» **WORK ORDER**
In the entries below, print exactly the lines from the first through the one with "ring pip: (299, 174)", both included, and none of the pictures.

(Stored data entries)
+ + + + + + +
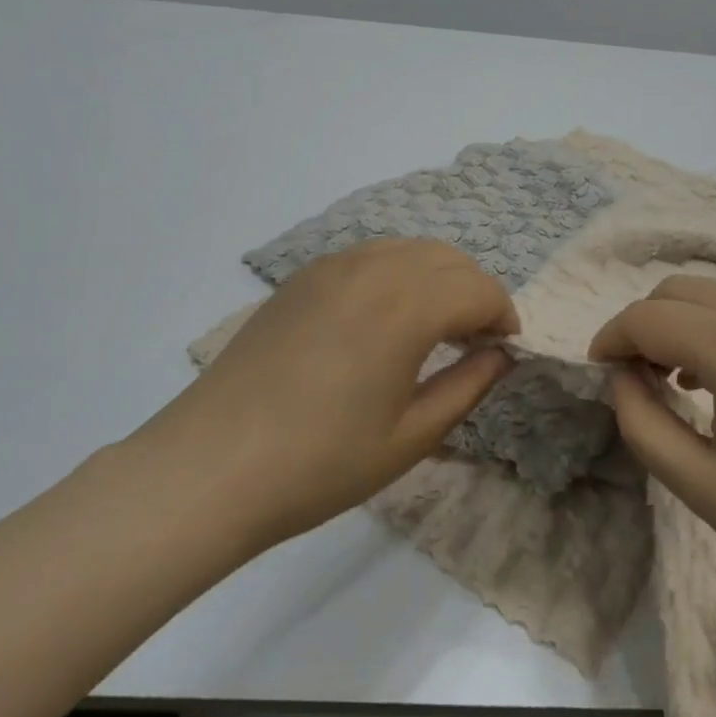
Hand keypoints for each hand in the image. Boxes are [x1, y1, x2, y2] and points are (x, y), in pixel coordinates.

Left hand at [134, 239, 517, 550]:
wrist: (210, 467)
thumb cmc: (319, 463)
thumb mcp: (410, 437)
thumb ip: (468, 387)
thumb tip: (500, 356)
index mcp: (406, 306)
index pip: (479, 289)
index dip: (503, 316)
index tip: (505, 350)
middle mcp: (373, 269)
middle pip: (448, 259)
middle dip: (475, 292)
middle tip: (475, 341)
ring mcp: (332, 266)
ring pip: (409, 249)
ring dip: (437, 278)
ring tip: (434, 327)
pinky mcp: (302, 277)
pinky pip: (370, 256)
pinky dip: (398, 273)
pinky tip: (385, 318)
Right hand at [590, 276, 715, 636]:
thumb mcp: (709, 493)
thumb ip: (645, 427)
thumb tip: (620, 380)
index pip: (649, 317)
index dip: (611, 338)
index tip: (598, 371)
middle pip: (682, 290)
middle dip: (646, 324)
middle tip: (638, 379)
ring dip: (688, 323)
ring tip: (685, 384)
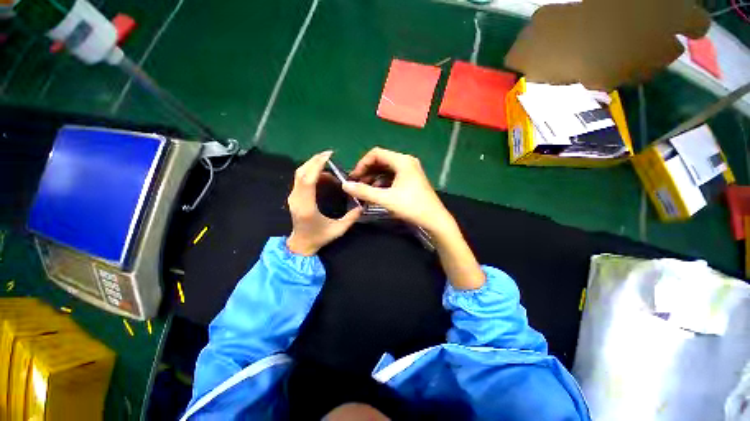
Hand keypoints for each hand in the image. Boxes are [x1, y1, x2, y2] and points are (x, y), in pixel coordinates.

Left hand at [287, 151, 361, 255]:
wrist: (301, 244)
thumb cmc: (319, 238)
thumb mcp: (338, 230)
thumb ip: (351, 218)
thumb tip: (362, 206)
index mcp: (307, 207)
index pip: (308, 180)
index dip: (317, 165)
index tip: (328, 156)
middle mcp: (297, 199)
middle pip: (301, 173)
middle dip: (315, 161)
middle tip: (329, 155)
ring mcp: (293, 197)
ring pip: (299, 174)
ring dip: (313, 165)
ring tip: (328, 164)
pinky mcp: (294, 197)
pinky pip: (301, 179)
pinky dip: (312, 173)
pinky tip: (324, 176)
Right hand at [343, 148, 484, 288]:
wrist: (434, 220)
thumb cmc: (412, 207)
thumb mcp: (386, 199)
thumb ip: (364, 191)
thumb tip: (345, 185)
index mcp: (402, 161)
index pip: (376, 154)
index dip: (362, 164)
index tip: (354, 177)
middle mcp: (406, 162)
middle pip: (381, 161)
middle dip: (367, 172)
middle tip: (357, 185)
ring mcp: (410, 171)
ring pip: (386, 170)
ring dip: (373, 178)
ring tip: (364, 191)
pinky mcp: (411, 180)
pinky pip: (392, 177)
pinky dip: (382, 183)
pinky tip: (376, 193)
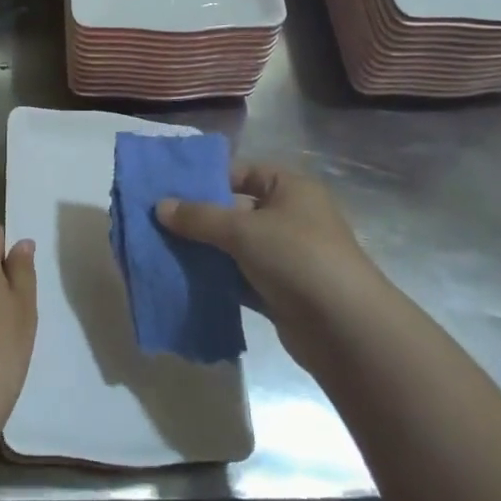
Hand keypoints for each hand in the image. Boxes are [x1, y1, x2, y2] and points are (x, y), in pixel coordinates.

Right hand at [156, 163, 389, 363]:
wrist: (345, 328)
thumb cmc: (297, 258)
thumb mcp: (243, 229)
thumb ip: (199, 217)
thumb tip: (159, 206)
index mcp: (290, 189)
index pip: (242, 172)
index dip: (206, 178)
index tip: (168, 189)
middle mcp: (290, 217)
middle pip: (235, 210)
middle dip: (198, 218)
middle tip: (155, 221)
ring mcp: (285, 256)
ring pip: (235, 247)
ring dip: (204, 250)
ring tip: (160, 249)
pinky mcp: (279, 290)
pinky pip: (239, 277)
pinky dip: (216, 279)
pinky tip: (183, 280)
+ + + + + + +
» **RESPONSE TO THIS TASK**
Hand keypoints for each hand in the image. Boxes are [x1, y1, x2, y2] and points are (x, y), in pixel coordinates.

Left hand at [134, 239, 517, 550]:
wrist: (210, 467)
thumb cmc: (319, 463)
thumb mcp: (410, 437)
thumb ip: (468, 387)
thumb tip: (500, 356)
index mcp: (406, 306)
index pip: (479, 289)
index dip: (503, 316)
index tip: (505, 350)
middle mcp: (373, 269)
middle pip: (448, 259)
middle dip: (475, 292)
middle tip: (475, 341)
ring mcp: (332, 266)
ring pip: (409, 249)
ring dip: (437, 278)
ring tip: (434, 327)
pinky mcp: (302, 277)
pinky pip: (370, 256)
pinky dip: (398, 273)
pinky tip: (385, 318)
Right hand at [590, 276, 715, 636]:
thumb mcp: (709, 493)
thumb ip: (645, 427)
thumb tip: (620, 380)
index pip: (649, 317)
index dip: (611, 338)
index tip: (598, 371)
middle pip: (682, 290)
middle dip: (646, 324)
middle tip: (638, 379)
ring dip: (688, 323)
ring tip: (685, 384)
Hand keypoints for each hand in the image. Boxes are [x1, y1, x2, y2] and points are (x, y), in pixel coordinates.

Left hand at [287, 151, 361, 255]:
wrist: (301, 244)
thumb cmc: (319, 238)
thumb mcp: (338, 230)
thumb ip: (351, 218)
thumb tip: (362, 206)
index mcp: (307, 207)
index pip: (308, 180)
index dip: (317, 165)
index tip: (328, 156)
middle mcp: (297, 199)
middle pip: (301, 173)
middle dip: (315, 161)
middle tip: (329, 155)
ring mcp: (293, 197)
ring pip: (299, 174)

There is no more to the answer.